Technology Pumps Up CNG Fueling Equipment

Technology Pumps Up CNG Fueling Equipment

The compressed natural gas (CNG) equipment that is a key to fueling future growth of natural gas vehicles (NGV) is riding a wave of technology advancements that is pumping new energy into the efforts to develop a more widespread fueling network for natural gas transportation.

A Landi Renzo unit, Safe North America, and Texas-based Broadwind Energy have developed two 250 hp CNG compression units (SW Series) that will be available in June for demonstration and sales, according to the two companies. Italian-based Safe SpA is considered a global leader in CNG equipment.

Broadwind became a partner of Safe’s in October. It said all of the compressor’s components are Underwriters Laboratory-approved. The system is water-cooled, which is expected to give the units “superior control and more consistent operating temperatures to reduce compressor wear,” according to Broadwind Vice President Joe Reisinger.

He told the Fleets & Fuels newsletter that the system is also supposed to be quieter: 75 decibels, or 65 with optional additional sound insulation. The initial compressors have an output of 540 standard cubic feet/minute (scfm) and will be able to operate at gas inlet pressures ranging from 15 to 45 psi.

Safe said it now offers SW compressors ranging up to 600 hp with outputs of up to 4,300 scfm, along with a range of smaller models.

From New Zealand, Oasis Engineering Co. has a new high-speed CNG fueling technology, the “ultra fast fill system.” The key is its breakaway coupler, which is an upgraded version of an older model designed to speed up CNG fueling and do it more safely, according to company officials.

The coupler is the link between the fuel-supplying CNG compression equipment and the vehicle fuel-handling system, and its breakaway aspect allows for a safe end to the fueling if a vehicle operator inadvertently pulls away from the station without decoupling the hose.

“Applications include high-flow CNG systems, such as virtual pipeline transport trailers and bulk storage, as well as CNG load/unload,” according to the Oasis product description. The product is part of the Oasis fast-fill CNG fueling system complete with compressors, storage and dispensers.

In the United States, Nebraska-based Hexagon Lincoln rolled out an all-composite CNG fuel cylinder (the Type IV), its largest yet at 27 inches in diameter, offering 160 diesel-gallon-equivalent capacity. It is now being promoted by Agility Fuel Systems, the tank-maker said.

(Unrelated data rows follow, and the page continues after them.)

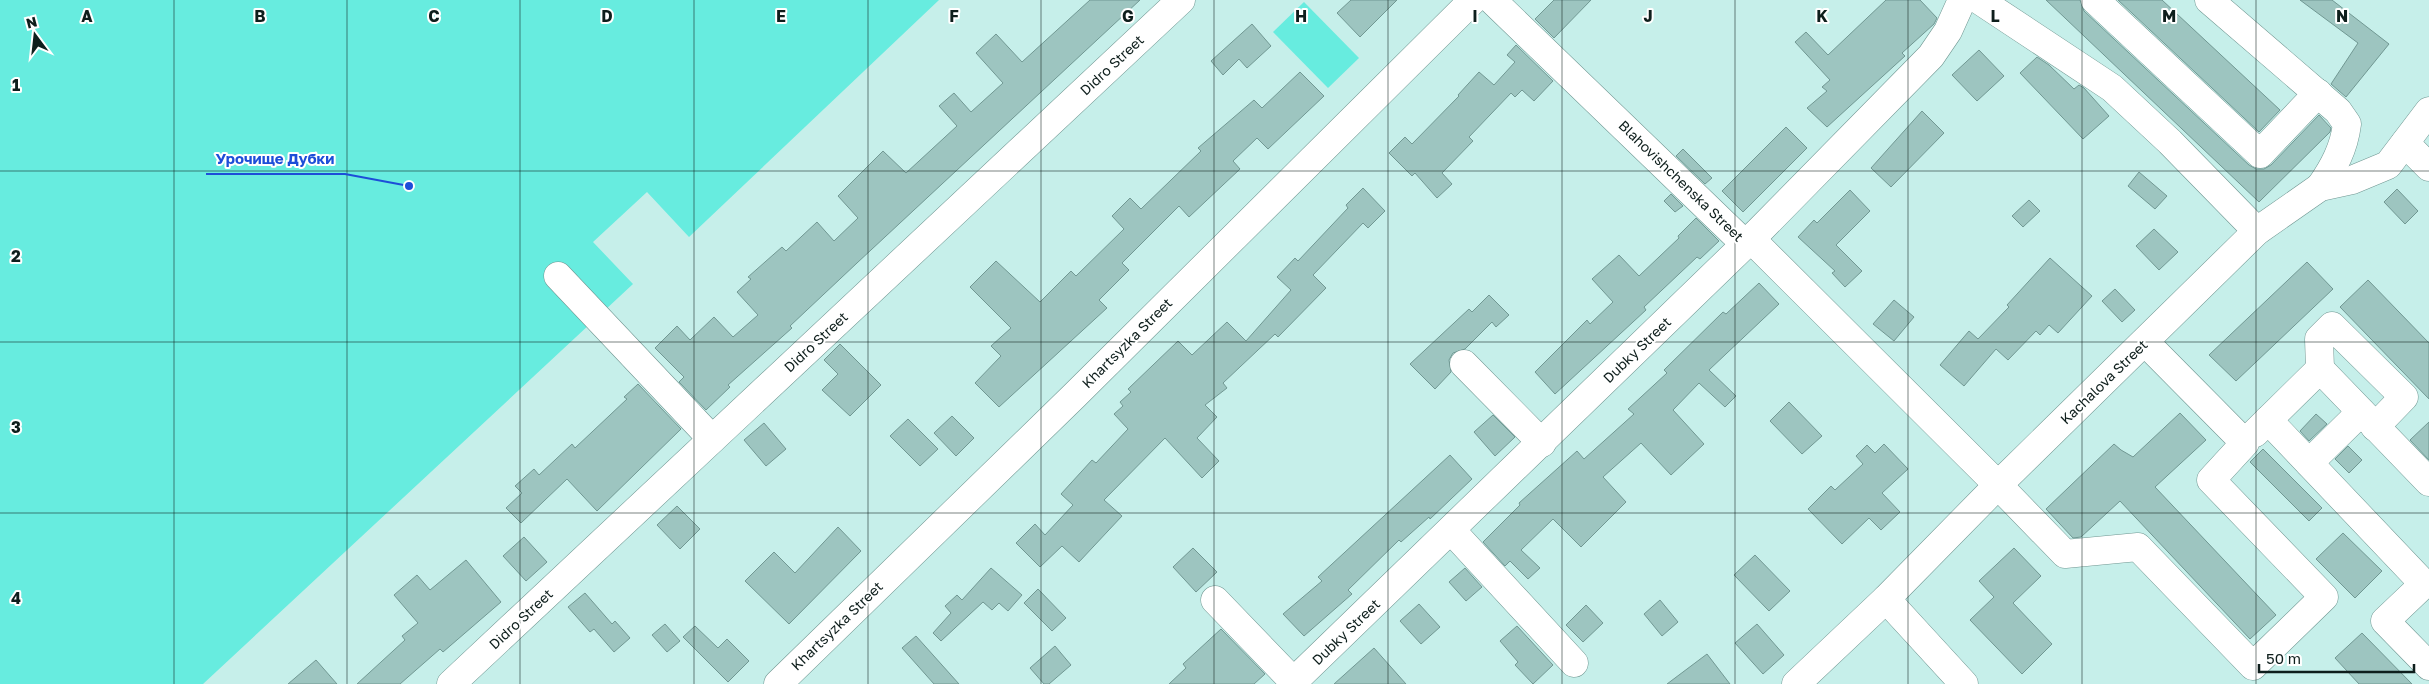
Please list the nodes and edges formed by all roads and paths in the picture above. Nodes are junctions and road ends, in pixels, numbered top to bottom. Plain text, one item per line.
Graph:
1 (1181, 0) edge
2 (1474, 0) edge
3 (1492, 0) edge
4 (1962, 0) edge
5 (1978, 0) edge
6 (2095, 0) edge
7 (2208, 0) edge
8 (2318, 93) junction
9 (2429, 111) edge
10 (2405, 143) junction
11 (2429, 167) edge
12 (2320, 187) junction
13 (2256, 231) junction
14 (1745, 244) junction
15 (558, 276) dead end
16 (2145, 342) junction
17 (1464, 364) dead end
18 (2320, 369) junction
19 (2368, 419) junction
20 (2268, 420) junction
21 (712, 439) junction
22 (1542, 443) junction
23 (2245, 443) junction
24 (2309, 463) junction
25 (2429, 482) edge
26 (1998, 485) junction
27 (1452, 530) junction
28 (2426, 581) edge
29 (1886, 599) junction
30 (1215, 600) dead end
31 (1574, 663) dead end
32 (2429, 666) edge
33 (1293, 683) edge
34 (452, 684) edge
35 (778, 684) edge
36 (1796, 684) edge
37 (1964, 684) edge

1 - 21 street, Didro Street
2 - 35 street, Khartsyzka Street
3 - 14 street, Blahovishchenska Street
4 - 14 street, Dubky Street
5 - 13 street
6 - 8 street
7 - 8 street
8 - 12 street
9 - 10 street, Kachalova Street
10 - 11 street
10 - 12 street, Kachalova Street
12 - 13 street, Kachalova Street
13 - 16 street, Kachalova Street
14 - 22 street, Dubky Street
14 - 26 street, Blahovishchenska Street
15 - 21 street
16 - 23 street
16 - 26 street, Kachalova Street
17 - 22 street
18 - 19 street
18 - 19 street
18 - 20 street
19 - 24 street
19 - 25 street
20 - 23 street
20 - 24 street
21 - 34 street, Didro Street
22 - 27 street, Dubky Street
23 - 26 street, Blahovishchenska Street
24 - 28 street
26 - 29 street, Kachalova Street
27 - 31 street
27 - 33 street, Dubky Street
28 - 32 street
29 - 36 street, Kachalova Street
29 - 37 street
30 - 33 street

Originally unveiled last fall, the new tank was developed in less than a year through a Hexagon-Agility joint venture. Agility also said it is pursuing a $7.5 million factory in Salisbury, NC, to make its CNG systems, including the Hexagon Lincoln tanks. Whether the tank production will be at that site is still to be determined, according to Hexagon Vice President Chet Dawes.

In Houston, two CNG fueling station advances were announced in mid-February: a Freedom CNG GE station set for north Houston and an agreement between Oklahoma City-based Sparq Natural Gas and convenience store operator Express Fuel Products for another CNG station in north Houston.

CenterPoint Energy will supply the natural gas to both facilities. Freedom CNG’s facility will be a public-access station, opening in the third quarter. Houston Metro is buying 150 CNG buses, and at least 83 of them are slated to be fueled at the facility.

Using the General Electric “CNG in a Box” fueling system, Sparq said a Valero station in north Houston will be its first station opened with Express Fuel. GE’s CNG system will include remote monitoring, service and maintenance support. Sparq said it is using Nevada-based Valley Civil Design Group to do site planning, design and engineering and Oklahoma-based NGV Construction to build the station, which will aim at the work truck and medium-duty NGV market.

Separately, as another indication of the momentum continuing in the NGV sector, Ryder System Inc., a major user of NGVs and alternative fuels, said it will train all of its more than 6,000 maintenance/service employees in NGV technology. “The program will provide the company’s technician workforce with knowledge of all NGV platforms and configurations,” Ryder said.